作家の常盤新平は『「ニューヨーカー」物語 ロスとショーンと愉快な仲間たち』(ブレンダン・ギル著)の訳者あとがきにこう書いた。その名のとおりニューヨークを拠点とする総合週刊誌である同誌が、創刊60周年を迎えた1985年のことだ。

ニューヨーク大学がまとめた「20世紀アメリカ・ジャーナリズムの業績トップ100」で、1位に選ばれたジョン・ハーシーの『ヒロシマ』(1946年)、2位のレイチェル・カーソンの『沈黙の春』(1962年)は、いずれも初出はニューヨーカーだった。とりわけ前者は、アメリカ政府と連合国最高司令官総司令部(GHQ)の厳しい報道規制をかいくぐり、広島の原爆被害の実態を初めて世界に伝え、その後の核抑止の流れを作ったとされる歴史的な調査報道だ。

近年ではハリウッドの大物プロデューサー、ハーヴェイ・ワインスタインの性暴力問題をニューヨーク・タイムズ紙とほぼ同着で特報。「#MeToo」運動の火付け役となり、筆者のローナン・ファローは2018年にピューリッツァー賞で最も栄誉ある公益部門賞を受賞した。

社会、政治、科学など幅広い分野のノンフィクションに加えて、優れたフィクションも掲載しており、若き日のJ・D・サリンジャーが自作の掲載を熱望したことで知られる(その後13作品を掲載)。

この老舗名門誌が今、雑誌業界を襲ったデジタル化の荒波に正面から挑み、生まれ変わろうとしている。アメリカの雑誌の経営環境は厳しい。市場調査会社スタティスタによると、雑誌など定期刊行物を発行する企業の収入の合計は、2007年の460億ドルから、2020年には239億ドルとほぼ半減。広告収入の大幅な減少になすすべもないという現状だ。

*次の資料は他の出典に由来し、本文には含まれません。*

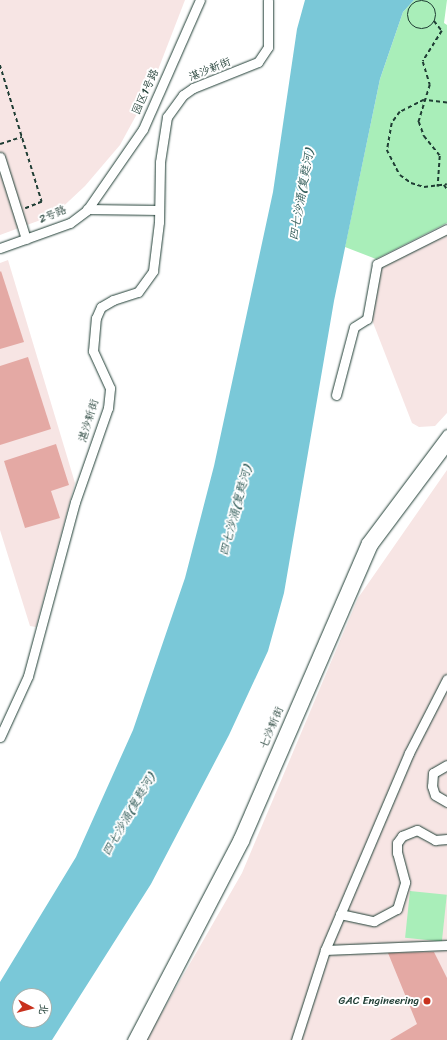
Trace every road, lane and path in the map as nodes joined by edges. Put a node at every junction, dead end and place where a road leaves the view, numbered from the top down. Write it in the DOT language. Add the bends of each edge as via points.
graph roads {
  1 [pos="200,0"];
  2 [pos="268,0"];
  3 [pos="434,21"];
  4 [pos="0,65"];
  5 [pos="424,100"];
  6 [pos="447,103"];
  7 [pos="22,137"];
  8 [pos="0,144"];
  9 [pos="1,161"];
  10 [pos="447,184"];
  11 [pos="444,185"];
  12 [pos="438,187"];
  13 [pos="105,188"];
  14 [pos="447,189"];
  15 [pos="87,209"];
  16 [pos="159,210"];
  17 [pos="17,212"];
  18 [pos="447,229"];
  19 [pos="26,239"];
  20 [pos="0,248"];
  21 [pos="336,395"];
  22 [pos="447,434"];
  23 [pos="447,446"];
  24 [pos="447,679"];
  25 [pos="0,737"];
  26 [pos="447,765"];
  27 [pos="447,802"];
  28 [pos="447,839"];
  29 [pos="340,914"];
  30 [pos="447,945"];
  31 [pos="325,950"];
  32 [pos="132,1040"];
  33 [pos="141,1040"];
  34 [pos="296,1040"];
  1 -- 13 [label="street, 园区1号路" via="143,129"];
  2 -- 16 [label="street, 湛沙新街" via="268,47 258,62 193,88 183,95 167,117 160,162"];
  3 -- 3 [label="path" via="428,27 416,27 408,16 411,7 418,2 427,2 434,8"];
  3 -- 5 [label="path" via="442,31 423,62 430,85"];
  4 -- 7 [label="path"];
  5 -- 6 [label="path"];
  5 -- 12 [label="path" via="418,122 424,136 440,156"];
  5 -- 12 [label="path" via="400,112 392,123 387,150 400,175 424,187"];
  7 -- 8 [label="path"];
  7 -- 17 [label="path" via="42,202"];
  9 -- 17 [label="street"];
  10 -- 11 [label="path"];
  11 -- 12 [label="path"];
  11 -- 14 [label="path"];
  13 -- 15 [label="street, 2号路"];
  15 -- 16 [label="street"];
  15 -- 19 [label="street, 2号路" via="70,223"];
  16 -- 25 [label="street, 湛沙新街" via="153,271 146,285 138,292 112,300 101,308 96,318 93,351 110,388 108,408 75,502 28,676"];
  17 -- 19 [label="street"];
  18 -- 21 [label="street" via="377,264 367,319 354,327"];
  19 -- 20 [label="street, 2号路"];
  22 -- 32 [label="street, 七沙新街" via="366,542 238,838"];
  23 -- 33 [label="street, 七沙新街" via="373,545 244,841"];
  24 -- 29 [label="street" via="409,753"];
  26 -- 27 [label="street" via="433,773 432,786 435,795"];
  28 -- 29 [label="street" via="435,840 417,830 402,836 397,842 405,882 397,909 374,921"];
  29 -- 31 [label="street"];
  30 -- 31 [label="street"];
  31 -- 34 [label="street"];
}
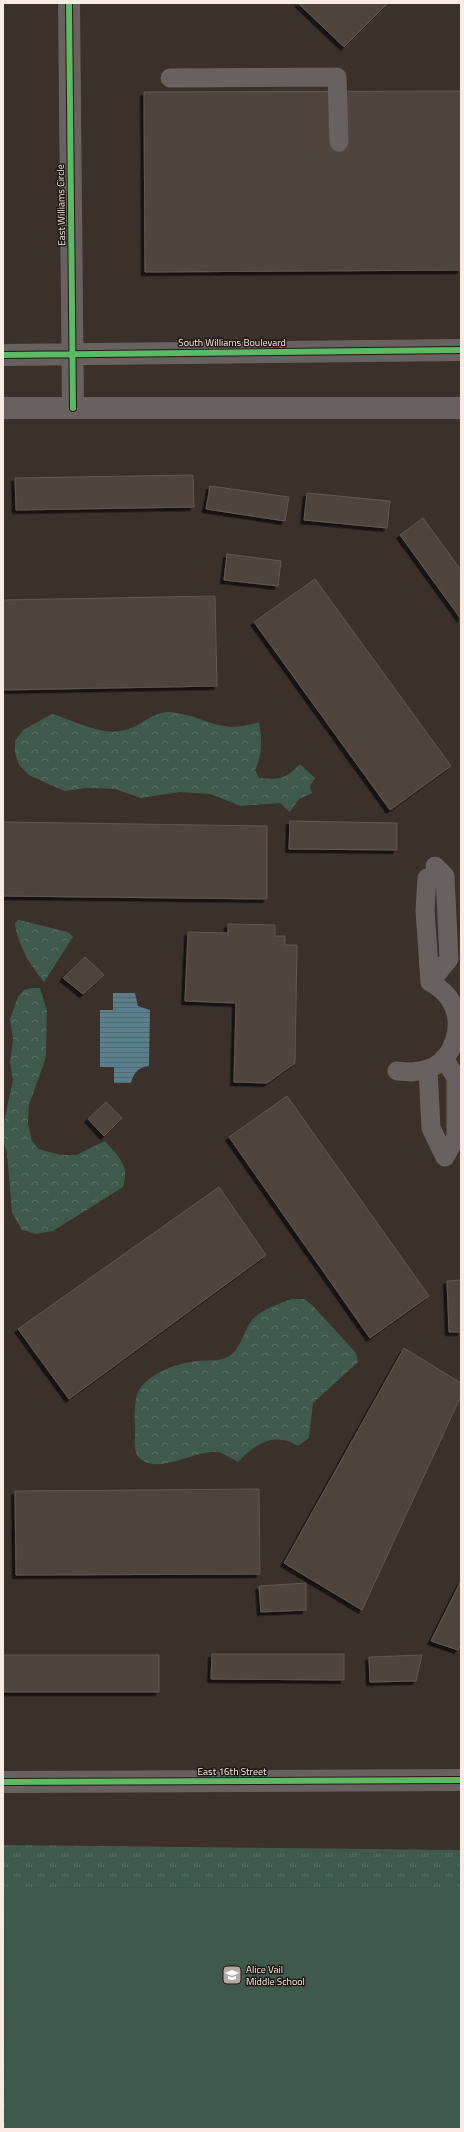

そんななかニューヨーカーは主戦場をデジタルに移し、活字だけでなく音声や動画コンテンツにも進出。若い読者を獲得しながら部数を大きく伸ばしている。2021年の総部数は122万部と、ここ10年で16%拡大した。成長を支えるのが2014年に本格的に立ち上げた電子版で、電子版のみの契約は同年の9万部弱から2021年には35万部を超えた。

「ネット時代に情報はタダになる」「長文記事はデジタルとの相性が悪い」。業界でまことしやかに語られていた神話を打ち砕き、メディアのデジタル・トランスフォーメーション(DX)の成功例となりえたのはなぜか。5代目編集長のデビッド・レムニック(63)に尋ねた。

①レムニック編集長

レムニック編集長
©Elinor Carucci

“最後の編集長”にはなりたくない

「就任したときから『ニューヨーカー最後の編集長』にだけはなりたくない、と思っていた」

ワシントン・ポスト紙でモスクワ特派員として活躍、ピューリッツァー賞作家でもあるレムニックがニューヨーカーに移籍したのは1992年。ライターから一足飛びに編集長に抜擢されたのは98年のことだ。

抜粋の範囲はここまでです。